A PRINCE2 product can be anything produced in a project. A product is the same as a deliverable, and it includes everything made by the project manager and specialists throughout the project. Is someone writing a requirement document? That document is a PRINCE2 product. Is someone making a list of users to be training to use whatever you are building? Well, that list is a product.
The PRINCE2 definition of a product is “An input or output, whether tangible or intangible, that can be described in advance, created and tested”. PRINCE2 has two types of products:
- Management Products. This
is what is produced to manage and control the project.

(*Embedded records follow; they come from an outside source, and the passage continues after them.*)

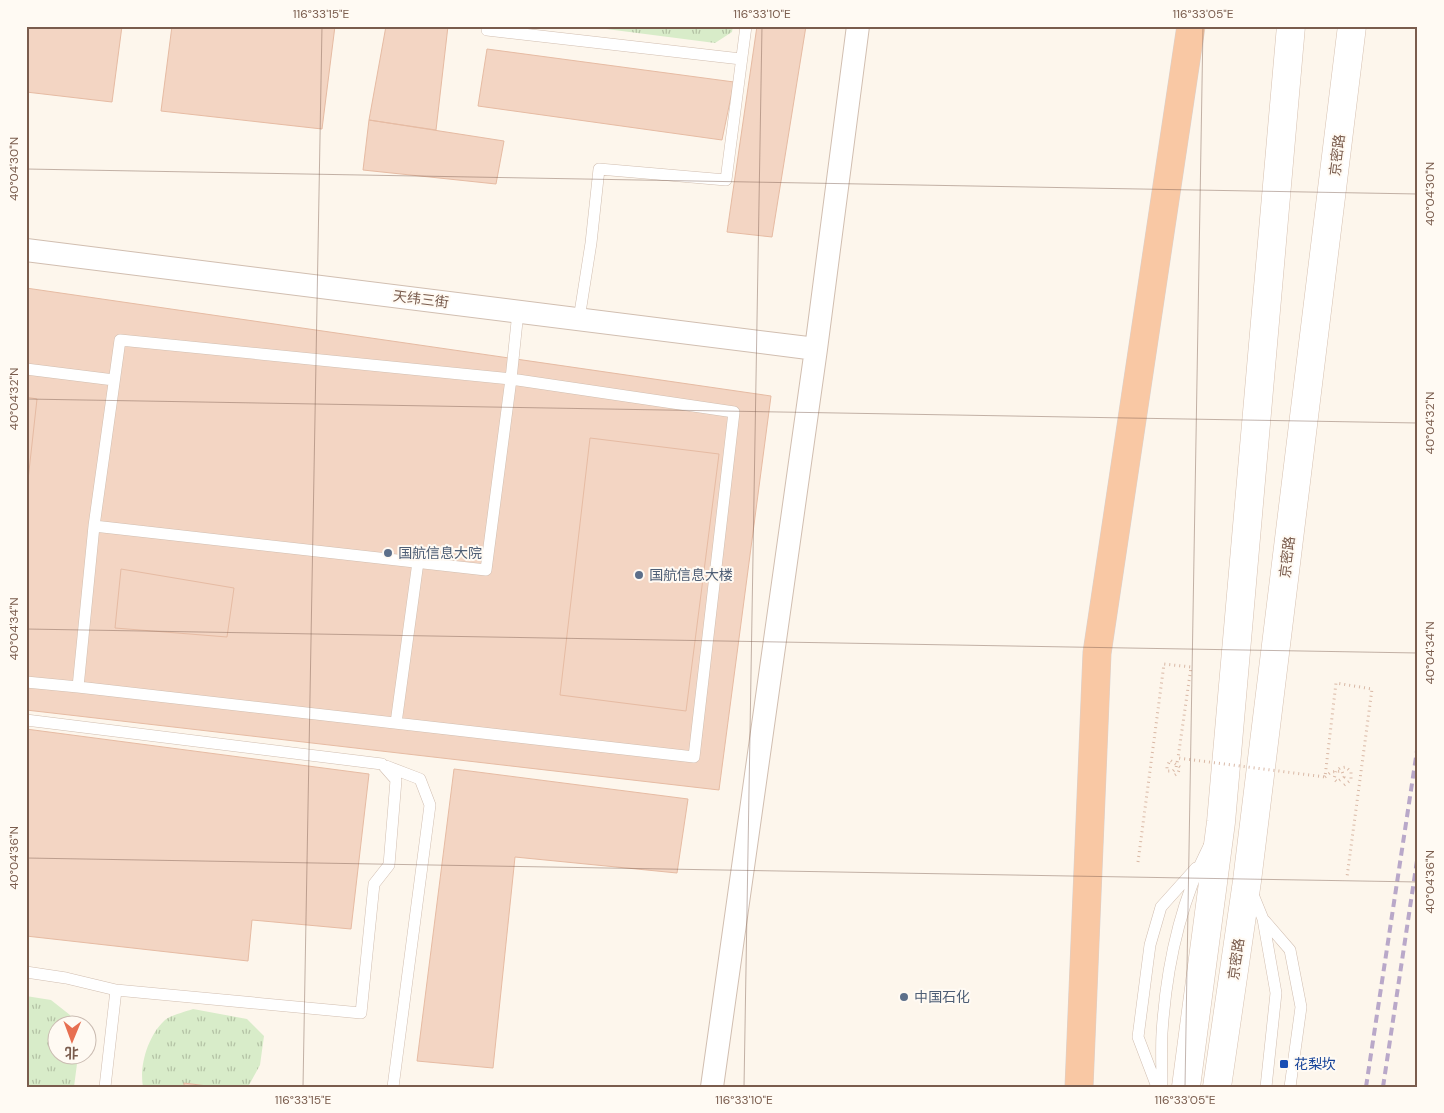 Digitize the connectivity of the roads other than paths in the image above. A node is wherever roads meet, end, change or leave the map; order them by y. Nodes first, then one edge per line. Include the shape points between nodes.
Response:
1 (487, 26) edge
2 (746, 26) edge
3 (858, 26) edge
4 (1191, 26) edge
5 (1291, 26) edge
6 (1352, 26) edge
7 (741, 59) junction
8 (26, 250) edge
9 (518, 312) junction
10 (578, 319) junction
11 (816, 349) junction
12 (26, 369) edge
13 (511, 379) junction
14 (114, 380) junction
15 (94, 526) junction
16 (418, 562) junction
17 (26, 682) edge
18 (78, 687) junction
19 (26, 720) edge
20 (396, 723) junction
21 (382, 764) junction
22 (1221, 822) junction
23 (1200, 863) junction
24 (1247, 881) junction
25 (1262, 919) junction
26 (26, 972) edge
27 (116, 990) junction
28 (105, 1087) edge
29 (393, 1087) edge
30 (712, 1087) edge
31 (1079, 1087) edge
32 (1157, 1087) edge
33 (1162, 1087) edge
34 (1186, 1087) edge
35 (1218, 1087) edge
36 (1266, 1087) edge
37 (1290, 1087) edge

1 - 7 lane via 487,30
2 - 7 lane
3 - 11 street
4 - 31 highway via 1097,653
5 - 22 main road
6 - 24 main road, 京密路
7 - 10 lane via 726,180 599,169
8 - 9 street, 天纬三街
9 - 10 street, 天纬三街
9 - 13 lane
10 - 11 street, 天纬三街
11 - 30 street
12 - 14 lane
13 - 14 lane via 120,340
13 - 16 lane via 486,570
13 - 20 lane via 734,412 694,757
14 - 15 lane
15 - 16 lane
15 - 18 lane
16 - 20 lane
17 - 18 lane
18 - 20 lane
19 - 21 lane
21 - 27 lane via 396,780 389,865 374,884 361,1013
21 - 29 lane via 420,779 430,805
22 - 23 lane
22 - 34 main road
23 - 32 lane via 1162,907 1150,945 1138,1037
23 - 33 lane via 1176,935 1162,1033
24 - 25 lane
24 - 35 main road, 京密路
25 - 36 lane via 1276,993
25 - 37 lane via 1290,950 1301,1007
26 - 27 lane
27 - 28 lane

The Project Brief,
Project Initiation Document, Business Case and Project Plan are all examples of
management Products.
- Specialist Products. This
is what is made by specialists in the projects. It can be the functional
requirement specification, a web design, the database model, the curriculum for
user training, the CAD model, a module of the software to be made.
For every product in a PRINCE2 project, there is a Product Description. The PRINCE2 Product Description is a document describing the product’s purpose, composition, derivation and quality criteria.
One can easily be mislead to believe that a product is only the final main output of the project - the IT system going live or the new product shipping to customers, but that is only part of the story.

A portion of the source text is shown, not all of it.